Ingredients

The following ingredients have 24 Servings
  • 1 1/2 kg pork shoulder roast, cut into large chunks
  • 2 tbsp hoisin sauce
  • 2 tbsp oyster sauce
  • 1 tbsp soy sauce
  • 2 tbsp tomato ketchup
  • 1 tbsp smoked paprika
  • 1 tbsp cumin
  • 3 tbsp brown sugar
  • 4 cups water
  • 6 cloves garlic, mince
  • 1 red onion, thinly sliced
  • salt
  • freshly ground black pepper
  • oil
  • 3 large red onions, thinly sliced
  • 1 birds eye chilli, minced
  • 1 1/2 cup white vinegar
  • 1/2 cup brown sugar
  • 1 tbsp freshly ground black pepper
  • 24 slider buns
  • mayonnaise

Instruction

  • Start by pickling the red onions, in a bowl combine all Pickled Red Onion ingredients, mix well then set it aside.
  • In a pot add oil then brown pork shoulder roast on all sides. Remove pork from the pot then set it aside.
  • Using the same pot, add oil if necessary, then sauté garlic and onions. Add the pork back together with the rest of the pulled pork ingredients. Bring to a boil then slowly simmer for 3 hours, check liquid levels once in a while and make sure it does not dry out.
  • Increase heat to high then cook further until the liquid thickens and almost dries out, there should be a bit of moisture.

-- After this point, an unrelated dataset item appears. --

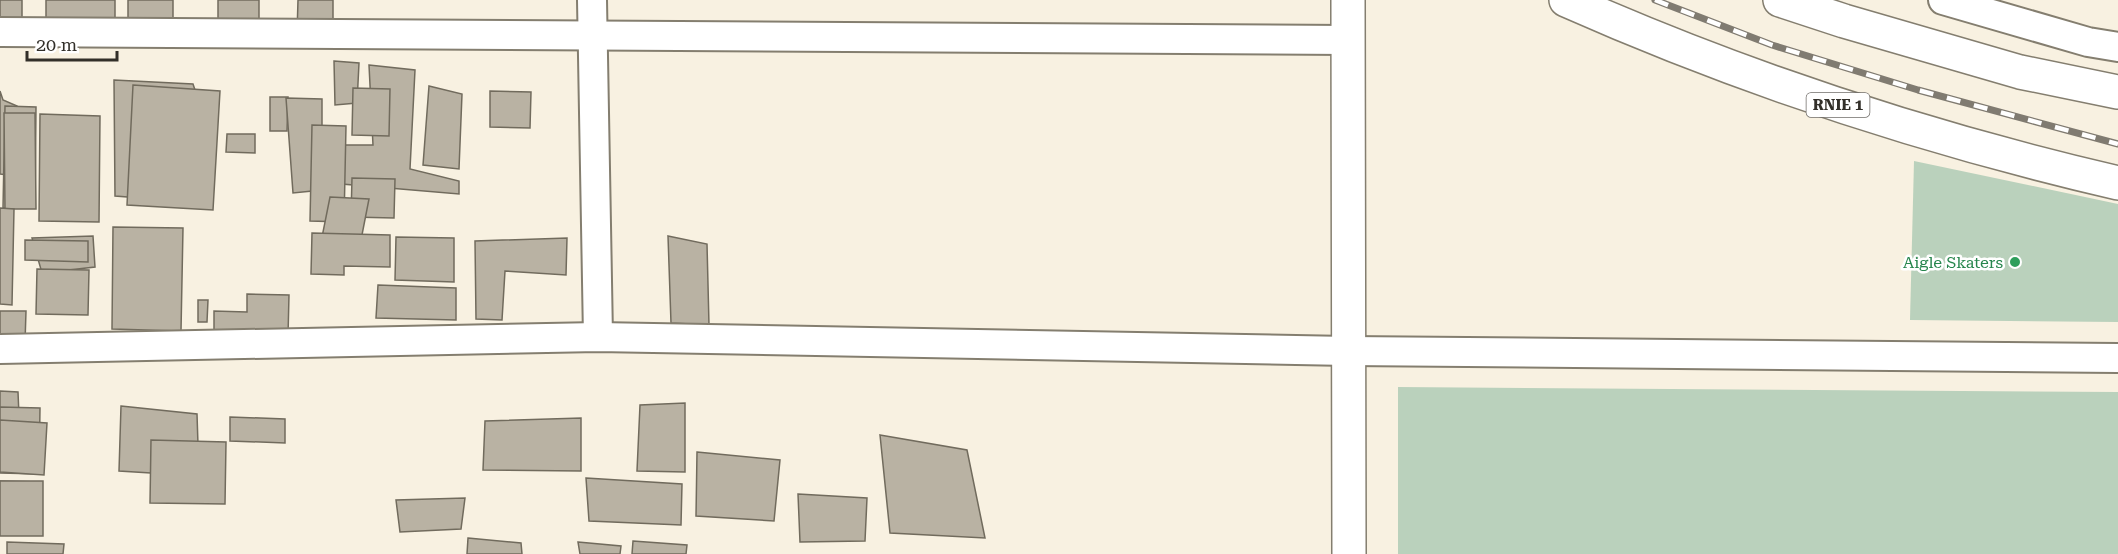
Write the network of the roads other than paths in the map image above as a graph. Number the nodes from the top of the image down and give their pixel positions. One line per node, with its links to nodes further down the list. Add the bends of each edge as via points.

In the last few minutes, pull pork with two forks until they are flaked, mix well with the sauce then set it aside.
  • Assemble your pork sliders. Slice each slider in half, place a tablespoon of mayonnaise, then two heaped tablespoons of the pulled pork and a teaspoon of pickled red onions.
  • Arrange sliders on a baking tray then bake in a 180C preheated oven for 15 minutes or until top turns golden brown in colour. Serve warm.